**TASK INSTRUCTIONS:** Copy out each line of the entries below in which the string "controls" appears.

**DATASET EXTRACT:**
----------------

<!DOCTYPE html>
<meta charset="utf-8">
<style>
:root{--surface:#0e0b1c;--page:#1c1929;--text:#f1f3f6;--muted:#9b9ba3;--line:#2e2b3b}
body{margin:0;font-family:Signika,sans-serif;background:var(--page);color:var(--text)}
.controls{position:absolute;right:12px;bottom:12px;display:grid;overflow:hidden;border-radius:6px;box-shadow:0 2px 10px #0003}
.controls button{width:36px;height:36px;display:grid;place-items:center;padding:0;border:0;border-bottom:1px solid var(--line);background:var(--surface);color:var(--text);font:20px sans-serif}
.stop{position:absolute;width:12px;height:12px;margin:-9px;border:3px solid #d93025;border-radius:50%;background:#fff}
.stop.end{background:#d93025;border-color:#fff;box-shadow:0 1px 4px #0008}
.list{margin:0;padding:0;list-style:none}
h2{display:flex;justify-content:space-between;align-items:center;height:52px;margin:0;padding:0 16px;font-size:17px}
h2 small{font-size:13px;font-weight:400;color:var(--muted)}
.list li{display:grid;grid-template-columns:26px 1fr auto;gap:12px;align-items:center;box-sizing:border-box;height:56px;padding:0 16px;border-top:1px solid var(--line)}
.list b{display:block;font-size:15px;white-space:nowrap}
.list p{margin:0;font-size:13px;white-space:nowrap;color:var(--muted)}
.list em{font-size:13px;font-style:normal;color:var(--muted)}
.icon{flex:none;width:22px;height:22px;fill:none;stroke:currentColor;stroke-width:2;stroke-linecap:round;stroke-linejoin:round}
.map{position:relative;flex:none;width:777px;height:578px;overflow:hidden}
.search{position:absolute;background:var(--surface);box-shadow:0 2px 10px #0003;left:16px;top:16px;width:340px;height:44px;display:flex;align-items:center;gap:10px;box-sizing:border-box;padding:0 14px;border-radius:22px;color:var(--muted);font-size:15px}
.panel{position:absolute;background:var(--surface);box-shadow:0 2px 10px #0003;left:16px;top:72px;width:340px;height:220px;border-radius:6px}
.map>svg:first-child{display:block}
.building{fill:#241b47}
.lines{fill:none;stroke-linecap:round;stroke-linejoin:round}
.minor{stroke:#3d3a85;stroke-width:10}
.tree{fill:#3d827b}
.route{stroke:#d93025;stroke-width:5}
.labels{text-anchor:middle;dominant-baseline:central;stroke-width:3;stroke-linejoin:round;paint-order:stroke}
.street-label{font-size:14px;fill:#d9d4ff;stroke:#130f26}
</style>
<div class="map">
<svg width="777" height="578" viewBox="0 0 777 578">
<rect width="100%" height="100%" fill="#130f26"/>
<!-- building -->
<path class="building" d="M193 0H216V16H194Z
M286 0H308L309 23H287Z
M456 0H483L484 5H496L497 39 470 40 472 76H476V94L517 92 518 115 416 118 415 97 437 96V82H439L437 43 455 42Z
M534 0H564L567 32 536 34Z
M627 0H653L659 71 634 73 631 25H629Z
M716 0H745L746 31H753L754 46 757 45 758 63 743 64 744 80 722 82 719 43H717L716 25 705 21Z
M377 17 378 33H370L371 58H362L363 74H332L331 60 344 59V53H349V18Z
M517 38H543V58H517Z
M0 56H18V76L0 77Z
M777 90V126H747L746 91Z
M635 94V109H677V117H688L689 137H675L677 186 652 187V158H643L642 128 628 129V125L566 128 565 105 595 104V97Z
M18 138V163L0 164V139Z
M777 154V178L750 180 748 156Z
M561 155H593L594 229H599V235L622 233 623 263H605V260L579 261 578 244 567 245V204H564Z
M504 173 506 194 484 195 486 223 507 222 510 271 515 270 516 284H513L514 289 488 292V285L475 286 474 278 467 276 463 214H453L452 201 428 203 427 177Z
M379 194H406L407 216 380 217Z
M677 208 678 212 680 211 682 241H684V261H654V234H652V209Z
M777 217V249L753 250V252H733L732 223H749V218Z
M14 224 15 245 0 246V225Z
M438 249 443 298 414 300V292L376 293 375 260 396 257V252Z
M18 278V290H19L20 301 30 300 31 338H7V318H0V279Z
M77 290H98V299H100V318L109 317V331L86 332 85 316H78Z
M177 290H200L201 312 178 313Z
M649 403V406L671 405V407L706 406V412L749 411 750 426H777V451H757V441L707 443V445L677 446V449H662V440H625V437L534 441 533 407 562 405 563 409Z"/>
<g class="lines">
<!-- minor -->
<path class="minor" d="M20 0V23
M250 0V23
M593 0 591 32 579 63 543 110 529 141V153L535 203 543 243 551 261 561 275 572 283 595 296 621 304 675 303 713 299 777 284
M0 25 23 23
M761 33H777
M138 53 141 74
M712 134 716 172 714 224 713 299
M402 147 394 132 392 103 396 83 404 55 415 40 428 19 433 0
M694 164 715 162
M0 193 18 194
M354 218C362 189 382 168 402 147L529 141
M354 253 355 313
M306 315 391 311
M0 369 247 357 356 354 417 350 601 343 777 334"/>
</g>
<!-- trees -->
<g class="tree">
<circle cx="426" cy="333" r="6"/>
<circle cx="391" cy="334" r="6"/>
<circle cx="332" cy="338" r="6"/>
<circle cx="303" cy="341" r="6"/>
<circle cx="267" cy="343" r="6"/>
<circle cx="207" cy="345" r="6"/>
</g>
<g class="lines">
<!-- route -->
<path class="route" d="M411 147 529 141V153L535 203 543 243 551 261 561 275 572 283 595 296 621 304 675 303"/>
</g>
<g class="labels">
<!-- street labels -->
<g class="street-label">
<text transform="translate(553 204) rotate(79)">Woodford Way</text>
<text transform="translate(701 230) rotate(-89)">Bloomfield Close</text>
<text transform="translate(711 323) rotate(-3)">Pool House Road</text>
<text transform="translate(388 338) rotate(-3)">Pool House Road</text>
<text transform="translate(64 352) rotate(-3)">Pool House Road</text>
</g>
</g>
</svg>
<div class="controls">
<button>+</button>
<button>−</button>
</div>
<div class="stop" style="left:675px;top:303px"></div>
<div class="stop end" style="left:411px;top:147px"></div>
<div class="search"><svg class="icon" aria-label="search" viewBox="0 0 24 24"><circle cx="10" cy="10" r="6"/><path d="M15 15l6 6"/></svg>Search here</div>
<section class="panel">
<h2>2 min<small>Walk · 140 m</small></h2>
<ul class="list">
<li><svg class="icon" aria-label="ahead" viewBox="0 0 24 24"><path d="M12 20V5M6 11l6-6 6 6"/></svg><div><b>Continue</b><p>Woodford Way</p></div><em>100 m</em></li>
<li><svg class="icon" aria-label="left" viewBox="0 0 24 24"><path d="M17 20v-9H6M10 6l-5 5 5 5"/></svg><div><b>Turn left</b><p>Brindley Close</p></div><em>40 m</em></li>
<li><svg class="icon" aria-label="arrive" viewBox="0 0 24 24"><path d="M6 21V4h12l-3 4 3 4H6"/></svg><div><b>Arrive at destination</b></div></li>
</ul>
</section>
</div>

----------------

**YOUR SOLUTION:**
.controls{position:absolute;right:12px;bottom:12px;display:grid;overflow:hidden;border-radius:6px;box-shadow:0 2px 10px #0003}
.controls button{width:36px;height:36px;display:grid;place-items:center;padding:0;border:0;border-bottom:1px solid var(--line);background:var(--surface);color:var(--text);font:20px sans-serif}
<div class="controls">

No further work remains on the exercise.